In 2020, I wrote an essay for British Vogue (‘What It’s Like To Have Sex With A Man Twice Your Age’), which began like this:

“When I was 24, I met a man at a literary event. He was 50 and divorced. The attraction between us was immediate. My heart leapt when I got a notification later that evening to say that he’d followed me on Twitter. We chatted online often. A year went by and we bumped into each other again (predictably, he was greyer than before). This time round, he asked me out.

We dated. The chemistry was sizzlin’. The fact that he was more than double my age felt entirely irrelevant (but also, conceptually, quite hot). When it became obvious that we were going to sleep together, he looked me dead in the eye and said, “You’re dying to see my naked body, right?” I nodded.”


I’m going to do a little re-telling of this story because, then, the way I went about writing personal essays was different to how I go about it now.

Then, I’d gloss over certain specifics and details, and be careful not to reveal much of my selfhood in my writing. I got into the habit of offering outlines of experience, moments of heat, maybe offering up a flash of skin, but I’d write as little as possible that was actually revelatory. However, in the passing years, I’ve learned how to show up on the page as an entity that’s much more recognisable as who I really am.
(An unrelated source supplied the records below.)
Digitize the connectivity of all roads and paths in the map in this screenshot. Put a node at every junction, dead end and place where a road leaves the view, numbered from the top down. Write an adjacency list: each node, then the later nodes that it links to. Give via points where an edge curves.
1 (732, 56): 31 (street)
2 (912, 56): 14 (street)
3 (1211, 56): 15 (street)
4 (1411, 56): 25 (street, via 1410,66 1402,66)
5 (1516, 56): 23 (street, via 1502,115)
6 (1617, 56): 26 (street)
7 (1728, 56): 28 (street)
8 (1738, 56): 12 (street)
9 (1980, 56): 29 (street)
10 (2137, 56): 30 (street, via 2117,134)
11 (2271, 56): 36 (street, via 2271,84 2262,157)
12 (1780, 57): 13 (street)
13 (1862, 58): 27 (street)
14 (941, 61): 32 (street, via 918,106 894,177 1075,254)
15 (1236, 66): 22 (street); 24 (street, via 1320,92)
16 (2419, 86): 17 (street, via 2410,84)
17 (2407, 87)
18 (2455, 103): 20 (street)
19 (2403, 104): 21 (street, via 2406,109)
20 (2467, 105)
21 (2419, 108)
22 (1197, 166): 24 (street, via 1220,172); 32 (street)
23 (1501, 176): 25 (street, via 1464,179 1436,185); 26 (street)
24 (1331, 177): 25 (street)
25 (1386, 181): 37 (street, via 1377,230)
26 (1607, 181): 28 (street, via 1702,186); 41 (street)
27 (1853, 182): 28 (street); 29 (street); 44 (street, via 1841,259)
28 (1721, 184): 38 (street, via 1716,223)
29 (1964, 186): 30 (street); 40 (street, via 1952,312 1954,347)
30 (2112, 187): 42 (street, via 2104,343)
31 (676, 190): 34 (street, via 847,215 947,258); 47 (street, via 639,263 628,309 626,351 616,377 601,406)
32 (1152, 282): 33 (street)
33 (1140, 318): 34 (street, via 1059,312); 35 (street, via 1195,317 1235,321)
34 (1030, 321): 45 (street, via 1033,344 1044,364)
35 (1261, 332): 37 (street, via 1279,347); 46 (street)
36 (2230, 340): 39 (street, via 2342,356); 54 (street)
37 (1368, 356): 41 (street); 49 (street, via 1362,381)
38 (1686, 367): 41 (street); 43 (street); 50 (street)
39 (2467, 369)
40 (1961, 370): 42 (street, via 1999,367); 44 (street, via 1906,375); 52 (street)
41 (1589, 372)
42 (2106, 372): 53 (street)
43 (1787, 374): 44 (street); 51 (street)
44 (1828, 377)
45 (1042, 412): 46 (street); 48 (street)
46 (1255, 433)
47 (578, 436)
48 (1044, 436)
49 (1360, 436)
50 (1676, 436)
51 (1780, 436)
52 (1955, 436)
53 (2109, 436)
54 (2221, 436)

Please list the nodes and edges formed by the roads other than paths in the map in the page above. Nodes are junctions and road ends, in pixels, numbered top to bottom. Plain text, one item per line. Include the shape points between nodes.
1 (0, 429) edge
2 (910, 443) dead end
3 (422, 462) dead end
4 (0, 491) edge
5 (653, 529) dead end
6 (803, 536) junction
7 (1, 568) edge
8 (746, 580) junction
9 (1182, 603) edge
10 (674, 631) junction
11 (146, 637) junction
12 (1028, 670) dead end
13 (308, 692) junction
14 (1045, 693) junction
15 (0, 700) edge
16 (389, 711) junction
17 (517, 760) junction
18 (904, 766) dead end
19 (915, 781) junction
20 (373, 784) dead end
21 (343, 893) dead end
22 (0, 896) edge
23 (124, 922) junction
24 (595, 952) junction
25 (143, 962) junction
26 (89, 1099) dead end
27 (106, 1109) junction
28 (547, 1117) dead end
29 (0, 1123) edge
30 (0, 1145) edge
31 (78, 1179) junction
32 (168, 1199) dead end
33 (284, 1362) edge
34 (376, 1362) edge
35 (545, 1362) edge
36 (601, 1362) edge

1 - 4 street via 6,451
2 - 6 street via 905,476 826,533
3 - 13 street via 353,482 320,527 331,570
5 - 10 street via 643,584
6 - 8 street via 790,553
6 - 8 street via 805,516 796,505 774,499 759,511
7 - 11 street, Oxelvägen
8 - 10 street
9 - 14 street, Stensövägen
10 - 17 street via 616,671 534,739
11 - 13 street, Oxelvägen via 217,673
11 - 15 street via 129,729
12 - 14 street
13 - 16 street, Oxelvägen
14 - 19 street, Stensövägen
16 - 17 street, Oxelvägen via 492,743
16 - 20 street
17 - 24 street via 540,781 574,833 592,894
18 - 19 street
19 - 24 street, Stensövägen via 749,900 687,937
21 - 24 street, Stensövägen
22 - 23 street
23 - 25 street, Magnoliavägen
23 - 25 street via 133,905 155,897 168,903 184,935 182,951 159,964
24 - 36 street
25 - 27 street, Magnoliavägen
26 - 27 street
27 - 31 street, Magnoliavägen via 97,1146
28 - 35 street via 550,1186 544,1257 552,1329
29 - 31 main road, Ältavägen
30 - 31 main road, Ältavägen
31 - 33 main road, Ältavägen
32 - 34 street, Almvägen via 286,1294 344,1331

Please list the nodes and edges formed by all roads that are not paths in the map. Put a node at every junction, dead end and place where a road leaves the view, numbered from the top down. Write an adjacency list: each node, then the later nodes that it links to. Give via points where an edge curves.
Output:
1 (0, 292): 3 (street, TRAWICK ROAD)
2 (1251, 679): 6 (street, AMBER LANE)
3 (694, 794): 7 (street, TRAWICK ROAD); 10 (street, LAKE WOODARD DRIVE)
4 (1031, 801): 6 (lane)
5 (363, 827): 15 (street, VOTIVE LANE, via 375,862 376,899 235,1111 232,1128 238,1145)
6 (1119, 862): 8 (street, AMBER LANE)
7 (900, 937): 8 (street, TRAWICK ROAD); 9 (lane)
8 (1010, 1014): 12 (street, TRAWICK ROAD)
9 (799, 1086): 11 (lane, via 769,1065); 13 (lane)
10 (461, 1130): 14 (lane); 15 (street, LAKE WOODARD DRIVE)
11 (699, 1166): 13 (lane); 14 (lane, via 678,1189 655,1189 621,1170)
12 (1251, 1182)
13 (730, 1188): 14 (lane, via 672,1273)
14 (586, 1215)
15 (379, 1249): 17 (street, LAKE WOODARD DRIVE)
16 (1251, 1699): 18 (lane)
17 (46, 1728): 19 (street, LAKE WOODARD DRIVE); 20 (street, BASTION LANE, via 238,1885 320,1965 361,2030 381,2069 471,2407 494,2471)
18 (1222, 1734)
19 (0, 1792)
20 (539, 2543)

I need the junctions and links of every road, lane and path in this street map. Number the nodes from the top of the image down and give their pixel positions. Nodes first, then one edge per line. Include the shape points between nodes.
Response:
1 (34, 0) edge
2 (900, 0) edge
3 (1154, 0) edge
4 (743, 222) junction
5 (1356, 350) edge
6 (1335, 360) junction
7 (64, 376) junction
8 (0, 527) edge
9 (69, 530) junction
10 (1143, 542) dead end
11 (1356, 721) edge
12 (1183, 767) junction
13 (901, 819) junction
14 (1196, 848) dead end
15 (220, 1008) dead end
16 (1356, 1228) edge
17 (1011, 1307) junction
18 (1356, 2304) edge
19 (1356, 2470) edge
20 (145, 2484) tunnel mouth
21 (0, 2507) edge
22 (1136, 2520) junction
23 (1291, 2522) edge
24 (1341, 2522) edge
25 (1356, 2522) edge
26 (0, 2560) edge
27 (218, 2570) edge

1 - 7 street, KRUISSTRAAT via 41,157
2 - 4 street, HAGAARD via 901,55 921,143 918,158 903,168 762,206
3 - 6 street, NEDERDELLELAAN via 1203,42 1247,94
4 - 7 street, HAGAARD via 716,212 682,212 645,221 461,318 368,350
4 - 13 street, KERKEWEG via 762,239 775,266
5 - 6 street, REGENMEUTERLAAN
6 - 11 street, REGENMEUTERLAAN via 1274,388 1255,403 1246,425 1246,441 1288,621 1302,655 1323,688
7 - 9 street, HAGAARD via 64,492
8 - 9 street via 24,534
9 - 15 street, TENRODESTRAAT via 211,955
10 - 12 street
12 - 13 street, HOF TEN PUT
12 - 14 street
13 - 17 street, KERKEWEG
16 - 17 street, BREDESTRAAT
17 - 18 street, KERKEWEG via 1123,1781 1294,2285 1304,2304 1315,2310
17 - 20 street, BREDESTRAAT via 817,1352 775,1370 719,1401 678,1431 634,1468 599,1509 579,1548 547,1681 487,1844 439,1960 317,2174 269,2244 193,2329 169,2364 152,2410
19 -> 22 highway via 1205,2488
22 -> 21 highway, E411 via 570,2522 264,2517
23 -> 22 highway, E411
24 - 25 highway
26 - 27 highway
I’ve had to keep telling myself that that revelation doesn’t have to mean ‘confession’. That writing about the complexities of sex, desire, ambivalence and shame can be an act of unflinching self-excavation, even when what you find is contradictory or unresolved. I’ve become more comfortable sitting in the murk of things, in the discomfort. More willing to describe things that don’t always have an acceptable name.

In the opening of that original piece for British Vogue, I wrote that he and I met at a literary event. What I didn’t write then was that it was an event programmed specifically to showcase African literature. The room was full, really full, of Black and Brown people. It was, at the time, the largest number of bookish, intellectual, and engaged People of Colour I’d ever seen gathered in a cultural space. No one remarked on it, and yet it shifted something in me.

I remember feeling both at ease and on edge, aware of how unusual it was for me to feel represented in a space like this. I was a little unsure of how to carry myself within it, how I might be perceived in a room where Blackness wasn’t marked by its exceptionality, but allowed to exist in multiplicity.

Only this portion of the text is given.